Extending the Terrorism Risk Insurance Act will help US business

Consider a federal program that could simultaneously save taxpayers billions of dollars and enhance national security — all while protecting U.S. jobs and businesses. You would support it, wouldn’t you?

For the last dozen years, the Terrorism Risk Insurance Act, or TRIA, has been quietly but effectively safeguarding the U.S. economy against potential ruin. Congress enacted TRIA in the wake of 9/11, when reinsurers and primary insurers — after paying out more than $30 billion in claims — withdrew from the terrorism risk insurance marketplace. The result: a lack of coverage that led to the loss of 300,000 jobs.


Since it was enacted in 2002, TRIA has successfully worked to fix a broken marketplace — bringing private insurers back to the table so that businesses around the country could secure the coverage that they require, realigning the gears of our economy, and putting Americans back to work.

Additionally, while no one wants to envision another 9/11, the threat remains, and we must be prepared. In the event of another attack on the United States, TRIA stands ready to help mitigate some of the economic consequences by ensuring that losses can be paid out and businesses can start to rebuild quickly and efficiently.

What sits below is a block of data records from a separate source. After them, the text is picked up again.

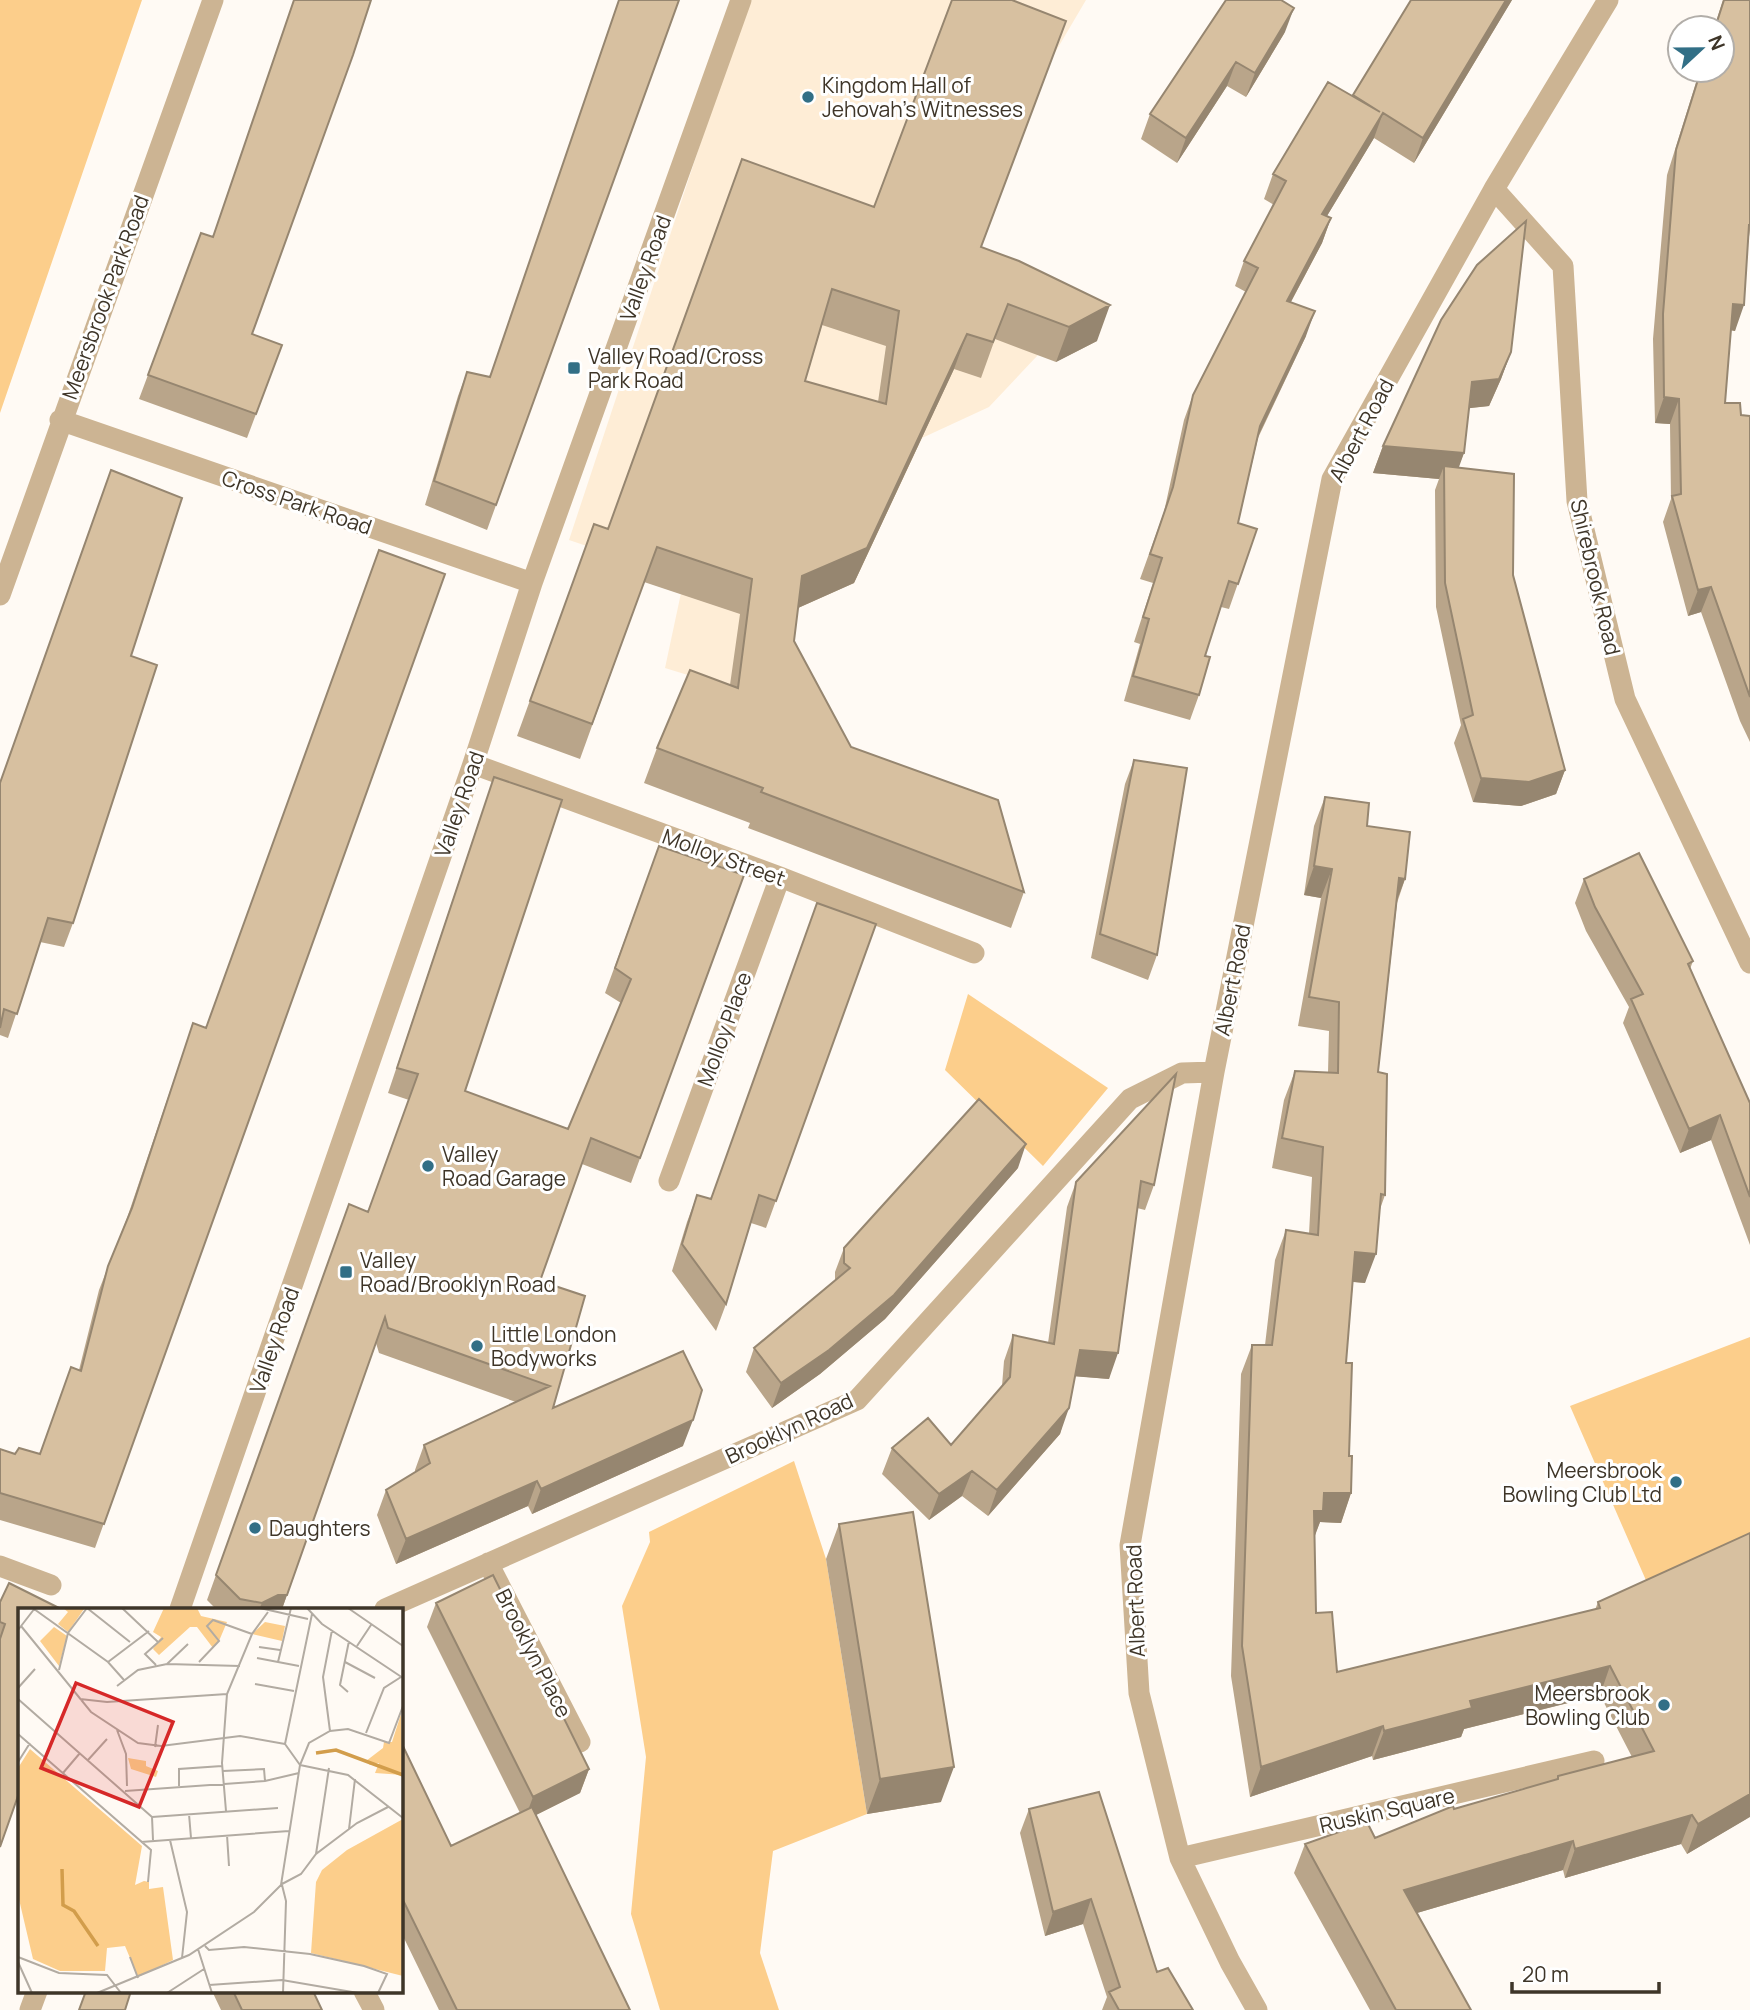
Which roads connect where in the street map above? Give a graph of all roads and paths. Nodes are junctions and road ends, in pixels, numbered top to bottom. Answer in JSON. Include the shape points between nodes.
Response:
{"nodes":[{"id":1,"x":213,"y":0,"type":"edge"},
{"id":2,"x":741,"y":0,"type":"edge"},
{"id":3,"x":1608,"y":0,"type":"edge"},
{"id":4,"x":1494,"y":189,"type":"junction"},
{"id":5,"x":61,"y":420,"type":"junction"},
{"id":6,"x":532,"y":583,"type":"junction"},
{"id":7,"x":0,"y":595,"type":"edge"},
{"id":8,"x":473,"y":764,"type":"junction"},
{"id":9,"x":780,"y":877,"type":"junction"},
{"id":10,"x":974,"y":953,"type":"dead end"},
{"id":11,"x":1750,"y":963,"type":"edge"},
{"id":12,"x":1214,"y":1072,"type":"junction"},
{"id":13,"x":669,"y":1181,"type":"dead end"},
{"id":14,"x":488,"y":1563,"type":"junction"},
{"id":15,"x":0,"y":1566,"type":"edge"},
{"id":16,"x":51,"y":1585,"type":"dead end"},
{"id":17,"x":180,"y":1608,"type":"edge"},
{"id":18,"x":387,"y":1608,"type":"edge"},
{"id":19,"x":580,"y":1742,"type":"dead end"},
{"id":20,"x":1594,"y":1761,"type":"dead end"},
{"id":21,"x":1180,"y":1858,"type":"junction"},
{"id":22,"x":36,"y":1993,"type":"edge"},
{"id":23,"x":365,"y":1993,"type":"edge"},
{"id":24,"x":30,"y":2010,"type":"edge"},
{"id":25,"x":374,"y":2010,"type":"edge"},
{"id":26,"x":1257,"y":2010,"type":"edge"}],
"edges":[{"from":1,"to":5,"type":"street","name":"Meersbrook Park Road"},
{"from":2,"to":6,"type":"street","name":"Valley Road"},
{"from":3,"to":4,"type":"street","name":"Albert Road"},
{"from":4,"to":11,"type":"street","name":"Shirebrook Road","via":[[1563,266],[1577,501],[1625,699]]},
{"from":4,"to":12,"type":"street","name":"Albert Road","via":[[1332,479]]},
{"from":5,"to":6,"type":"street","name":"Cross Park Road"},
{"from":5,"to":7,"type":"street","name":"Meersbrook Park Road"},
{"from":6,"to":8,"type":"street","name":"Valley Road"},
{"from":8,"to":9,"type":"street","name":"Molloy Street"},
{"from":8,"to":17,"type":"street","name":"Valley Road"},
{"from":9,"to":10,"type":"street","name":"Molloy Street"},
{"from":9,"to":13,"type":"street","name":"Molloy Place"},
{"from":12,"to":14,"type":"street","name":"Brooklyn Road","via":[[1182,1073],[1130,1099],[857,1400]]},
{"from":12,"to":21,"type":"street","name":"Albert Road","via":[[1130,1545],[1139,1693]]},
{"from":14,"to":18,"type":"street","name":"Brooklyn Road"},
{"from":14,"to":19,"type":"street","name":"Brooklyn Place"},
{"from":15,"to":16,"type":"street"},
{"from":20,"to":21,"type":"street","name":"Ruskin Square"},
{"from":21,"to":26,"type":"street","name":"Albert Road"},
{"from":22,"to":24,"type":"street"},
{"from":23,"to":25,"type":"street"}]}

TRIA also makes smart budgetary sense. According to a new RAND Corp. study, TRIA could save the federal government and American taxpayers billions that would otherwise be spent on disaster assistance in the wake of a terrorist attack.

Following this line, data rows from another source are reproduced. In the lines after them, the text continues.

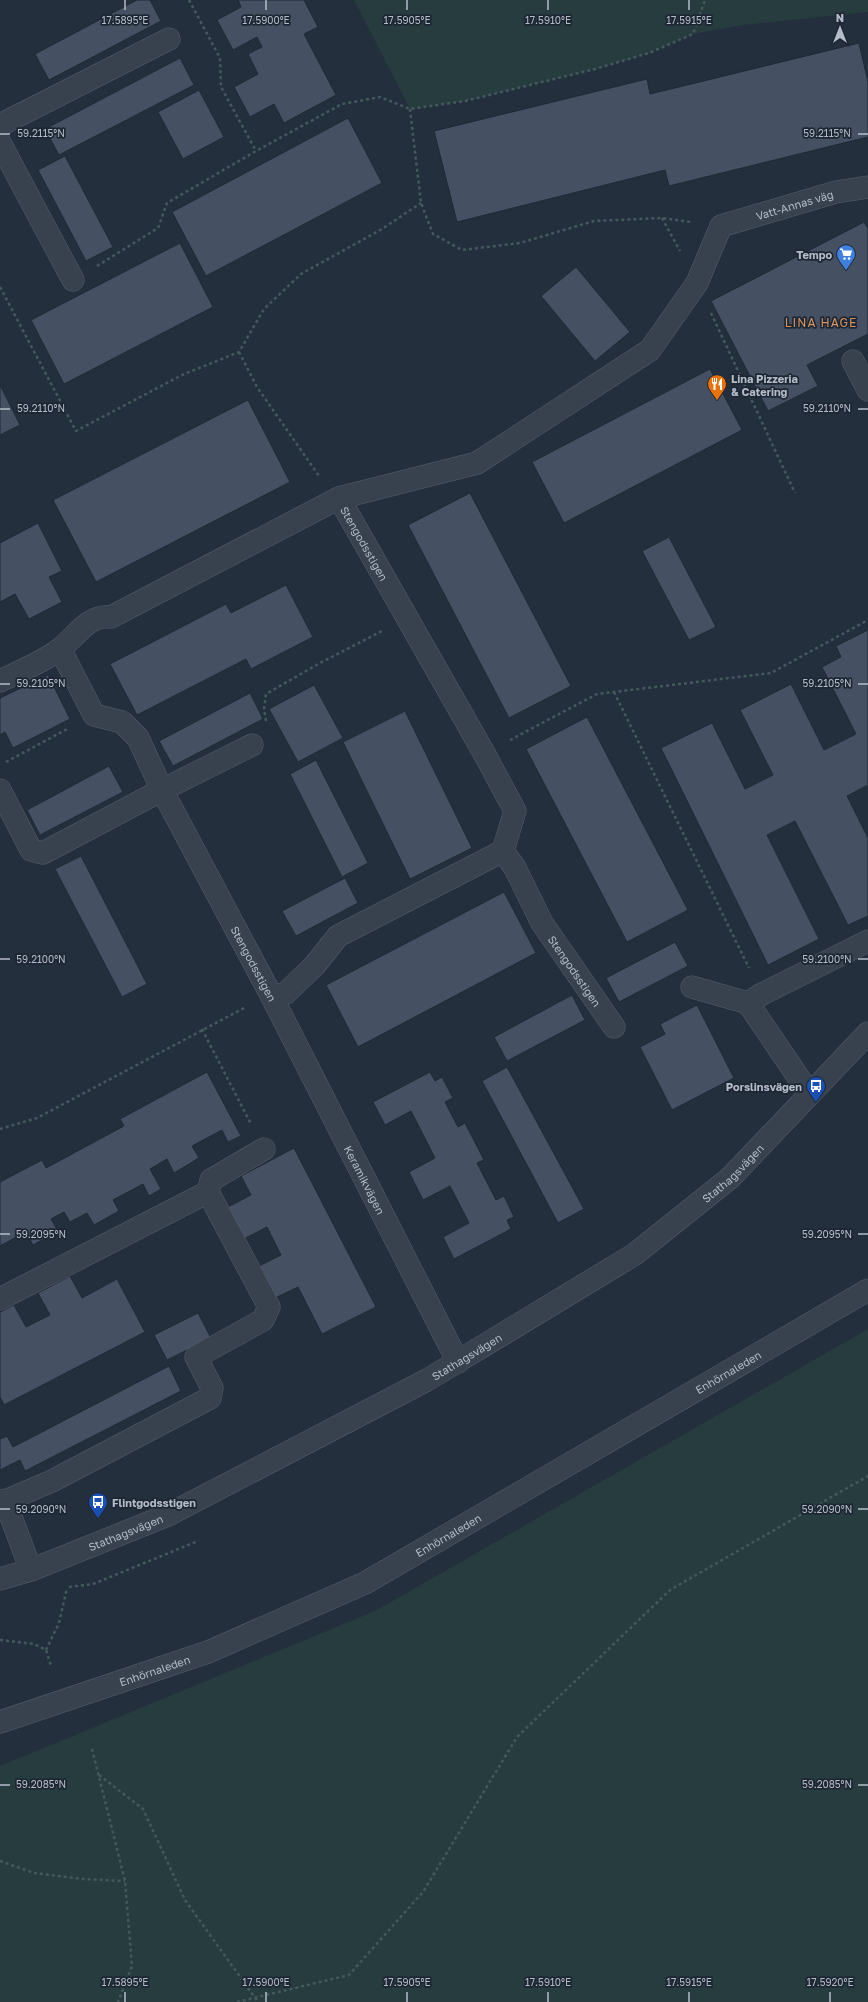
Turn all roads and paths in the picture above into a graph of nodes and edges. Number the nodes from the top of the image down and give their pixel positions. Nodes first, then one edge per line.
1 (190, 0) edge
2 (705, 0) edge
3 (168, 39) dead end
4 (410, 109) junction
5 (0, 125) edge
6 (0, 144) edge
7 (256, 151) junction
8 (868, 187) edge
9 (421, 203) junction
10 (662, 218) junction
11 (721, 226) junction
12 (73, 280) joint
13 (696, 283) junction
14 (0, 287) edge
15 (239, 352) junction
16 (853, 361) dead end
17 (868, 390) edge
18 (795, 493) dead end
19 (339, 498) junction
20 (407, 618) junction
21 (868, 620) edge
22 (60, 649) junction
23 (0, 681) edge
24 (614, 692) junction
25 (94, 715) junction
26 (252, 745) joint
27 (484, 753) junction
28 (0, 765) edge
29 (0, 790) edge
30 (162, 790) junction
31 (503, 851) junction
32 (868, 941) edge
33 (692, 987) dead end
34 (272, 997) junction
35 (755, 998) junction
36 (614, 1027) dead end
37 (202, 1030) junction
38 (868, 1034) edge
39 (809, 1093) junction
40 (0, 1129) edge
41 (264, 1150) joint
42 (208, 1192) junction
43 (868, 1290) edge
44 (0, 1299) edge
45 (458, 1362) junction
46 (868, 1476) edge
47 (3, 1501) edge
48 (198, 1541) dead end
49 (31, 1570) junction
50 (0, 1579) edge
51 (68, 1588) junction
52 (63, 1589) dead end
53 (0, 1640) edge
54 (46, 1650) junction
55 (51, 1666) dead end
56 (0, 1722) edge
57 (92, 1749) dead end
58 (98, 1775) junction
59 (0, 1861) edge
60 (125, 1881) junction
61 (255, 1997) junction
62 (118, 2002) edge
63 (237, 2002) edge
64 (258, 2002) edge

1 - 7 path
2 - 4 path
3 - 5 street
4 - 7 path
4 - 9 path
6 - 12 street
7 - 12 path
8 - 11 street, Vatt-Annas väg
9 - 10 path
9 - 15 path
10 - 11 path
10 - 13 path
11 - 13 street
13 - 18 path
13 - 19 street
14 - 15 path
15 - 19 path
16 - 17 street
19 - 20 street, Stengodsstigen
19 - 22 street, Stengodsstigen
20 - 26 path
20 - 27 street, Stengodsstigen
21 - 24 path
22 - 23 street, Stengodsstigen
22 - 25 street
24 - 27 path
24 - 35 path
25 - 28 path
25 - 30 street, Stengodsstigen
26 - 30 street
27 - 31 street, Stengodsstigen
29 - 30 street
30 - 34 street, Stengodsstigen
31 - 34 street, Stengodsstigen
31 - 36 street, Stengodsstigen
32 - 35 street
33 - 35 street
34 - 37 path
34 - 45 street, Keramikvägen
35 - 39 street
37 - 40 path
37 - 41 path
38 - 39 street, Stathagsvägen
39 - 45 street, Stathagsvägen
41 - 42 street
42 - 44 street
42 - 47 street
43 - 56 street, Enhörnaleden
45 - 49 street, Stathagsvägen
46 - 61 path
47 - 49 street
48 - 51 path
49 - 50 street, Stathagsvägen
51 - 52 path
51 - 54 path
53 - 54 path
54 - 55 path
57 - 58 path
58 - 60 path
58 - 61 path
59 - 60 path
60 - 62 path
61 - 63 path
61 - 64 path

The study found that following a terrorist attack resulting in losses of $26 billion — approximately the magnitude of the 9/11 attacks — the federal government would spend $7.2 billion more without TRIA than with it.

By ensuring availability of terrorism insurance, TRIA also enhances our national security. Through the program’s framework, businesses can more quickly and effectively recover, which makes communities more resilient to future terrorist attacks or natural disasters.

For the 3 million businesses represented by the U.S. Chamber — from small mom-and-pops to major corporations — TRIA isn’t just a nice thing to have; it’s a necessity.

Let’s not forget that, in the wake of 9/11, massive job losses resulted because primary insurers and reinsurers withdrew from the terrorism risk insurance market. The lack of availability in coverage stunted economic activity across the country.

TRIA has restored terrorism risk coverage to the market and brought peace of mind to American employers. Unfortunately, uncertainty about whether TRIA will be reauthorized before its scheduled expiration at the end of the year already is producing disruption in the marketplace. Main street businesses across the country are already receiving notices that their terrorism coverage will be voided after Dec. 31. Even some workers’ compensation insurers have stopped underwriting risks of employers in certain high-profile industries with large employee concentrations or in certain major cities.

Our nation cannot afford to wait any longer for this critical program to be reauthorized. Without it, terrorism insurance will become unavailable or prohibitively expensive, construction projects will grind to a halt and Americans will lose jobs.

TRIA cannot stop a terrorist attack, but it can help mitigate the economic impact. Letting TRIA expire would leave our economy vulnerable, threaten U.S. businesses and jobs, and jeopardize national security. The time is now to reauthorize this vital program.
Donohue is president and CEO of the Chamber of Commerce.